Only compile tested.
Signed-off-by: David Laight <david.laight.linux@gmail.com>
---
.../intel/qat/qat_common/adf_tl_debugfs.c | 38 ++++++++-----------
1 file changed, 15 insertions(+), 23 deletions(-)
diff --git a/drivers/crypto/intel/qat/qat_common/adf_tl_debugfs.c b/drivers/crypto/intel/qat/qat_common/adf_tl_debugfs.c
index b81f70576683..a084437a2631 100644
--- a/drivers/crypto/intel/qat/qat_common/adf_tl_debugfs.c
+++ b/drivers/crypto/intel/qat/qat_common/adf_tl_debugfs.c
@@ -77,32 +77,24 @@ static int tl_collect_values_u64(struct adf_telemetry *telemetry,
* @len: Number of elements.
*
* This algorithm computes average of an array without running into overflow.
+ * (Provided len is less than 2 << 31.)
*
* Return: average of values.
*/
-#define avg_array(array, len) ( \
-{ \
- typeof(&(array)[0]) _array = (array); \
- __unqual_scalar_typeof(_array[0]) _x = 0; \
- __unqual_scalar_typeof(_array[0]) _y = 0; \
- __unqual_scalar_typeof(_array[0]) _a, _b; \
- typeof(len) _len = (len); \
- size_t _i; \
- \
- for (_i = 0; _i < _len; _i++) { \
- _a = _array[_i]; \
- _b = do_div(_a, _len); \
- _x += _a; \
- if (_y >= _len - _b) { \
- _x++; \
- _y -= _len - _b; \
- } else { \
- _y += _b; \
- } \
- } \
- do_div(_y, _len); \
- (_x + _y); \
-})
+static u64 avg_array(const u64 *array, size_t len)
+{
+ u64 sum_hi = 0, sum_lo = 0;
+ size_t i;
+
+ for (i = 0; i < len; i++) {
+ sum_hi += array[i] >> 32;
+ sum_lo += (u32)array[i];
+ }
+
+ sum_lo += (u64)do_div(sum_hi, len) << 32;
+
+ return (sum_hi << 32) + div_u64(sum_lo, len);
+}
/* Calculation function for simple counter. */
static int tl_calc_count(struct adf_telemetry *telemetry,
--
2.39.5
^ permalink raw reply related [flat|nested] 4+ messages in thread* Re: [PATCH next] crypto: qat - replace avg_array() with a better function
2026-02-06 21:09 [PATCH next] crypto: qat - replace avg_array() with a better function david.laight.linux
@ 2026-02-07 10:51 ` David Laight
2026-02-24 18:11 ` Giovanni Cabiddu
1 sibling, 0 replies; 4+ messages in thread
From: David Laight @ 2026-02-07 10:51 UTC (permalink / raw)
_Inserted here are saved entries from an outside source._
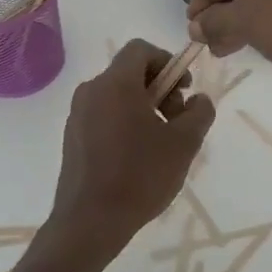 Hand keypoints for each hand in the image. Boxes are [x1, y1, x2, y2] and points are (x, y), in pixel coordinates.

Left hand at [47, 40, 215, 258]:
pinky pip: (103, 115)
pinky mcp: (72, 137)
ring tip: (160, 142)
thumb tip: (199, 100)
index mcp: (115, 83)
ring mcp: (77, 114)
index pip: (141, 49)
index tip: (183, 90)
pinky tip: (137, 157)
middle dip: (159, 88)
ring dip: (143, 107)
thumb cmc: (140, 176)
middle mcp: (91, 90)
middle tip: (176, 120)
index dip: (167, 62)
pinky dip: (124, 122)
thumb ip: (199, 112)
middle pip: (129, 72)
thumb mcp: (184, 144)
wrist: (89, 222)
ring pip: (116, 95)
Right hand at [186, 0, 271, 92]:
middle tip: (208, 39)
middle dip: (225, 10)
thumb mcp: (245, 21)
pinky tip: (254, 37)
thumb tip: (195, 28)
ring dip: (244, 15)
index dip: (204, 0)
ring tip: (226, 46)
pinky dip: (269, 10)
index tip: (192, 26)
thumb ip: (213, 20) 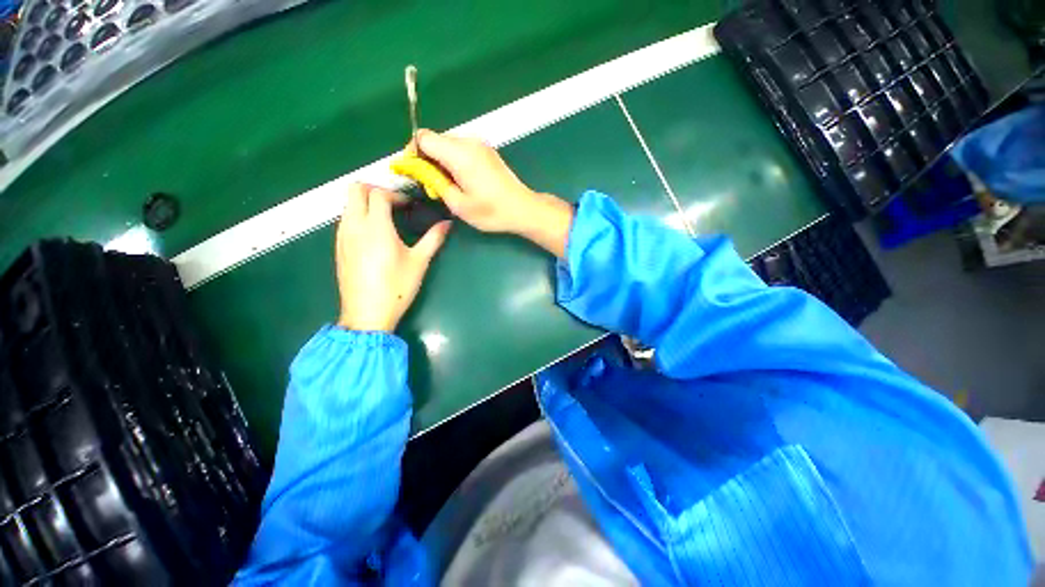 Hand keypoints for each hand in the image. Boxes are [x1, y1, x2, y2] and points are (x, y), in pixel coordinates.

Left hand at [335, 183, 449, 331]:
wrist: (367, 314)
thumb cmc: (397, 287)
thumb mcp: (419, 262)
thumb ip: (433, 238)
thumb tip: (447, 224)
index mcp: (375, 227)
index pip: (378, 194)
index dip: (395, 194)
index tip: (409, 205)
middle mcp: (354, 225)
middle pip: (355, 190)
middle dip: (375, 189)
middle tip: (394, 204)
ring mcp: (342, 236)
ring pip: (348, 204)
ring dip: (366, 203)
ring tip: (386, 219)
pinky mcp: (338, 247)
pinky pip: (345, 220)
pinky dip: (359, 217)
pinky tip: (374, 236)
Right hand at [414, 129, 573, 256]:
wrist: (522, 208)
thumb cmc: (491, 211)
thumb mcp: (458, 205)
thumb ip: (436, 184)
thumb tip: (423, 173)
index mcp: (459, 154)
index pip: (423, 138)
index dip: (413, 152)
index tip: (414, 172)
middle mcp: (469, 142)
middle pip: (436, 139)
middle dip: (427, 158)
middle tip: (431, 184)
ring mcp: (481, 145)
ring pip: (449, 144)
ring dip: (441, 160)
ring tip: (447, 185)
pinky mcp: (488, 151)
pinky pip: (462, 149)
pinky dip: (455, 160)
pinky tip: (461, 180) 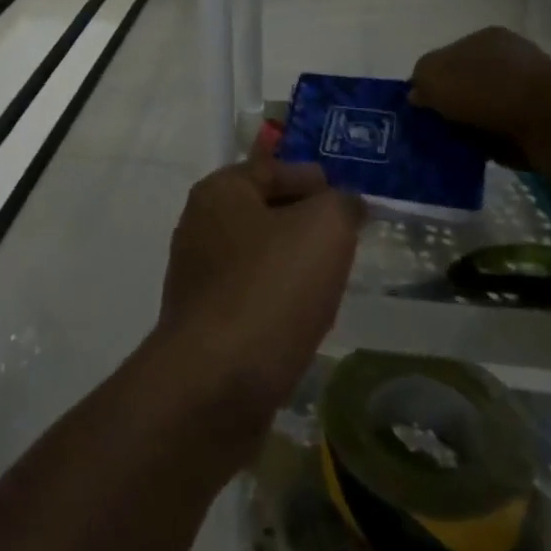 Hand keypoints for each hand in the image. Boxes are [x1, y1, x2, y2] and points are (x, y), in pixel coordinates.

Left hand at [154, 150, 362, 444]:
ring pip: (259, 256)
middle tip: (348, 243)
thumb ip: (341, 204)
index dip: (317, 181)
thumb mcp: (324, 229)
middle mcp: (199, 225)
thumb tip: (344, 204)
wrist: (215, 382)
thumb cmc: (270, 289)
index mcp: (219, 191)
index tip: (353, 206)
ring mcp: (197, 275)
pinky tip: (303, 319)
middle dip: (307, 223)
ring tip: (330, 282)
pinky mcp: (203, 320)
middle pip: (266, 211)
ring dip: (294, 265)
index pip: (275, 168)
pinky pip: (251, 295)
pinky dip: (278, 300)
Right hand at [409, 26, 550, 166]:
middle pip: (467, 83)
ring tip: (451, 146)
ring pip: (485, 110)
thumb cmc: (486, 88)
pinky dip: (489, 144)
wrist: (550, 121)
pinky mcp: (541, 122)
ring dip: (470, 127)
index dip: (430, 80)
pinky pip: (503, 134)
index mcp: (485, 38)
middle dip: (450, 105)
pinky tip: (475, 154)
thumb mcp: (434, 75)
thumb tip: (419, 94)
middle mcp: (508, 59)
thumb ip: (420, 80)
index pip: (448, 56)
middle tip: (432, 128)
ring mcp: (528, 90)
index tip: (420, 106)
To: Giovanni Cabiddu, Herbert Xu, David S. Miller,
Suman Kumar Chakraborty, Vijay Sundar Selvamani, George Abraham P,
qat-linux, linux-crypto, linux-kernel
Cc: Marco Elver, Will Deacon, Peter Zijlstra
On Fri, 6 Feb 2026 21:09:40 +0000
david.laight.linux@gmail.com wrote:
Cc the people discussing unqual_scalar_typeof() for arm64 LTO READ_ONCE().
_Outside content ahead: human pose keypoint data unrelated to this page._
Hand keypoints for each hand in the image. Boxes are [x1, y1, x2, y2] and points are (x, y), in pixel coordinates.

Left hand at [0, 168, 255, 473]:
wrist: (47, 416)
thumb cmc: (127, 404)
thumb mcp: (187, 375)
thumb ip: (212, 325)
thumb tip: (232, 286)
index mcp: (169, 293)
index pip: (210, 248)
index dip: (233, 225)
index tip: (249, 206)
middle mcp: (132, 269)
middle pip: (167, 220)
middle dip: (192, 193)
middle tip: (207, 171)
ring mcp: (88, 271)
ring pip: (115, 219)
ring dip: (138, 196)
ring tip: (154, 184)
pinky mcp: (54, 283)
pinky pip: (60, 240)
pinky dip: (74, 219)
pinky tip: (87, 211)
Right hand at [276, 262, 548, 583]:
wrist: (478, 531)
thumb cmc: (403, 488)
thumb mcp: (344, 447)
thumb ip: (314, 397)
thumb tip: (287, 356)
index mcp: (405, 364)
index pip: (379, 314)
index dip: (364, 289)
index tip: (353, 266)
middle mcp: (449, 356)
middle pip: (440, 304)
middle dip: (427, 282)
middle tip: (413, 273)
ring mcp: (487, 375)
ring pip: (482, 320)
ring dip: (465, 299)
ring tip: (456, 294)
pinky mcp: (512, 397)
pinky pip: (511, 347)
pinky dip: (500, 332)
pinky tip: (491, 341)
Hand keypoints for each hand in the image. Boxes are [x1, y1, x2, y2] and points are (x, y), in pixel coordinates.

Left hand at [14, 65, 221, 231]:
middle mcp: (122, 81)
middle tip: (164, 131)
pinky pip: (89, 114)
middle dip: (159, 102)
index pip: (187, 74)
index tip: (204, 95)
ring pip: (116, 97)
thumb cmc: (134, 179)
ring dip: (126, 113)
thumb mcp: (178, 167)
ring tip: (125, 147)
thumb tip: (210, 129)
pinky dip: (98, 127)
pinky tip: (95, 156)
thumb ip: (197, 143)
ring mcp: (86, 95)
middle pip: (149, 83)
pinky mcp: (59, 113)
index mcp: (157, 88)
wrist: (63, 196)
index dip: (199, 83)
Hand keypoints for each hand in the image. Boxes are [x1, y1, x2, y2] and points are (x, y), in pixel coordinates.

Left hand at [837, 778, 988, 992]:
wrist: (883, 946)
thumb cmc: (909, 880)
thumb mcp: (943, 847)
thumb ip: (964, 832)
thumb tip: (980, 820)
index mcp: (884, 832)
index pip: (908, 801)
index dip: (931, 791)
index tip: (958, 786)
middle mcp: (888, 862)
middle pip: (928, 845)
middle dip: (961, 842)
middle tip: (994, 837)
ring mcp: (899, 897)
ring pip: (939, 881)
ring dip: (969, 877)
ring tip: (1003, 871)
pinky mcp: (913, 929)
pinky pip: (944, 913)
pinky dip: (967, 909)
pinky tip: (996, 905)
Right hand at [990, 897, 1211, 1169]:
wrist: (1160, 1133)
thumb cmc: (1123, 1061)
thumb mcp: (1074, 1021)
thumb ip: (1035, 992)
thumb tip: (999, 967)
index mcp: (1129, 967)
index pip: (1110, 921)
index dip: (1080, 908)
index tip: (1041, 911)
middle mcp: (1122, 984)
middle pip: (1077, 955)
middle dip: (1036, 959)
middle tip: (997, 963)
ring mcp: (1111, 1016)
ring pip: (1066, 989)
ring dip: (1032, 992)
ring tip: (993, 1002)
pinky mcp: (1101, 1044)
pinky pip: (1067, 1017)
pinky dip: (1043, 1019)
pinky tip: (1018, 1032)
> From: David Laight <david.laight.linux@gmail.com>
>
> avg_array() is defined as a 'type independant' #define.
> However the algorithm is only valid for unsigned types and the
> implementation is only valid for u64.
> All the callers pass temporary kmalloc() allocated arrays of u64.
>
> Replace with a function that takes a pointer to a u64 array.
>
> Change the implementation to sum the low and high 32bits of each
> value separately and then compute the average.
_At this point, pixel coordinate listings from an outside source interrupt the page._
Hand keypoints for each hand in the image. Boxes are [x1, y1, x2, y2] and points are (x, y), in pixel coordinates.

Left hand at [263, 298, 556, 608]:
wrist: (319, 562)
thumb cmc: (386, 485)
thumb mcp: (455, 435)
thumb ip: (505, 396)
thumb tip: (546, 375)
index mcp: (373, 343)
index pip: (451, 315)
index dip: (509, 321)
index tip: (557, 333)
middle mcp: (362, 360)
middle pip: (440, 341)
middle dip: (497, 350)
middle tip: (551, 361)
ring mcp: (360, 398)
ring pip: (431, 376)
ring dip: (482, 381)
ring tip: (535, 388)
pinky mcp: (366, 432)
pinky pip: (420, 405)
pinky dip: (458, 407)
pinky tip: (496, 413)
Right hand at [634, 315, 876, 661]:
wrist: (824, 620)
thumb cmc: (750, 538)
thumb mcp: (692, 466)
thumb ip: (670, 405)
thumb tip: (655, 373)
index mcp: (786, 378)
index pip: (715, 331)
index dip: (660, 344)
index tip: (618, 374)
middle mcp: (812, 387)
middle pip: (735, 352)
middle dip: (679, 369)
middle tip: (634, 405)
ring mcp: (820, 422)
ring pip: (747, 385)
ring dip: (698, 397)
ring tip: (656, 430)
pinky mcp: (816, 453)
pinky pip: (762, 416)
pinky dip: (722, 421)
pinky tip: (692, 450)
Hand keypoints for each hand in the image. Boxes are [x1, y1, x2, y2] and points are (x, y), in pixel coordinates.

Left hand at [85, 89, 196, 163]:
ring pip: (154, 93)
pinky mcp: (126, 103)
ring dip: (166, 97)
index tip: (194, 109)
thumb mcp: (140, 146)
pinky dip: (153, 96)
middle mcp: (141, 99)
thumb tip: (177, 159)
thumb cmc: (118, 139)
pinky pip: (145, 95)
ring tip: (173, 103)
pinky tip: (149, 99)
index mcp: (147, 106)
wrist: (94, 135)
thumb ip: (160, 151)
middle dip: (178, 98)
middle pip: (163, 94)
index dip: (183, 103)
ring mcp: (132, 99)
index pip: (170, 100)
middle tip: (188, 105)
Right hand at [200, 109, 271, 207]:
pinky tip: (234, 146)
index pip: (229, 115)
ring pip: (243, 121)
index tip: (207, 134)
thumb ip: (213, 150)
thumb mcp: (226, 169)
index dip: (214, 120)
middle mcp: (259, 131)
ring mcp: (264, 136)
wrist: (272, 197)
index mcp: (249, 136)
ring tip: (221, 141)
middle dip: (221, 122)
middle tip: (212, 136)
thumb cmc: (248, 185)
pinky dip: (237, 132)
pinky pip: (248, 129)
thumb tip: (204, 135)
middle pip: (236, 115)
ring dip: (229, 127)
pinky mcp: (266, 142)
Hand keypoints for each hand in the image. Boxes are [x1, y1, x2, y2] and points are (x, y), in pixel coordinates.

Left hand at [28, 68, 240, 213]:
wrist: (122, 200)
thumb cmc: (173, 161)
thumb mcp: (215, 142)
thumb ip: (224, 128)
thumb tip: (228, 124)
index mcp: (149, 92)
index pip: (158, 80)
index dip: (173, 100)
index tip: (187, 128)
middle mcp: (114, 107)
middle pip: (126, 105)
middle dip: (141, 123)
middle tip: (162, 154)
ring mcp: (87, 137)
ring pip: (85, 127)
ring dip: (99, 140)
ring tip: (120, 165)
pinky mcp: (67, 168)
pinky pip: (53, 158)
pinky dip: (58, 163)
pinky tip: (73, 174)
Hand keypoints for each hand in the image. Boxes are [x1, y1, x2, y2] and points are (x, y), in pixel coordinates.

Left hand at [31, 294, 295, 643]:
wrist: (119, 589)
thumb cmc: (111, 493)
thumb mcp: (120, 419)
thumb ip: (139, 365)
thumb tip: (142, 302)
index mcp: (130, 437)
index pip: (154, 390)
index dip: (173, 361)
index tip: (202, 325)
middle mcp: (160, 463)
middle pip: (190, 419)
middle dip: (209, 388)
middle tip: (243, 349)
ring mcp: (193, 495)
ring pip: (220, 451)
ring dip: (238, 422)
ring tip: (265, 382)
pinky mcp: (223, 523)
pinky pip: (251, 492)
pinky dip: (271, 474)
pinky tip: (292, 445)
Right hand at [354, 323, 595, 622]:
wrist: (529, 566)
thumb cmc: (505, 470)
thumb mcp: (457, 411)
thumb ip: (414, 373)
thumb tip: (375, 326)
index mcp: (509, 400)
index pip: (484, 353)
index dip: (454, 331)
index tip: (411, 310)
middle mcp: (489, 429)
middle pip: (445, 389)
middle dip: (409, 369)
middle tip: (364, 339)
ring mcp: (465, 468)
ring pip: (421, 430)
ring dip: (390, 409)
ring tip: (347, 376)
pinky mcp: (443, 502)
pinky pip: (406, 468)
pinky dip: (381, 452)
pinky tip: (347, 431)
> This will be massively faster as it does two divisions rather than
> one for each element.
>
> Also removes some very pointless __unqual_scalar_typeof().
> They could be 'auto _x = 0 ? x + 0 : 0;' even if the types weren't fixed.
>
> Only compile tested.
>
> Signed-off-by: David Laight <david.laight.linux@gmail.com>
> ---
> .../intel/qat/qat_common/adf_tl_debugfs.c | 38 ++++++++-----------
> 1 file changed, 15 insertions(+), 23 deletions(-)
>
> diff --git a/drivers/crypto/intel/qat/qat_common/adf_tl_debugfs.c b/drivers/crypto/intel/qat/qat_common/adf_tl_debugfs.c
> index b81f70576683..a084437a2631 100644
> --- a/drivers/crypto/intel/qat/qat_common/adf_tl_debugfs.c
> +++ b/drivers/crypto/intel/qat/qat_common/adf_tl_debugfs.c
> @@ -77,32 +77,24 @@ static int tl_collect_values_u64(struct adf_telemetry *telemetry,
> * @len: Number of elements.
> *
> * This algorithm computes average of an array without running into overflow.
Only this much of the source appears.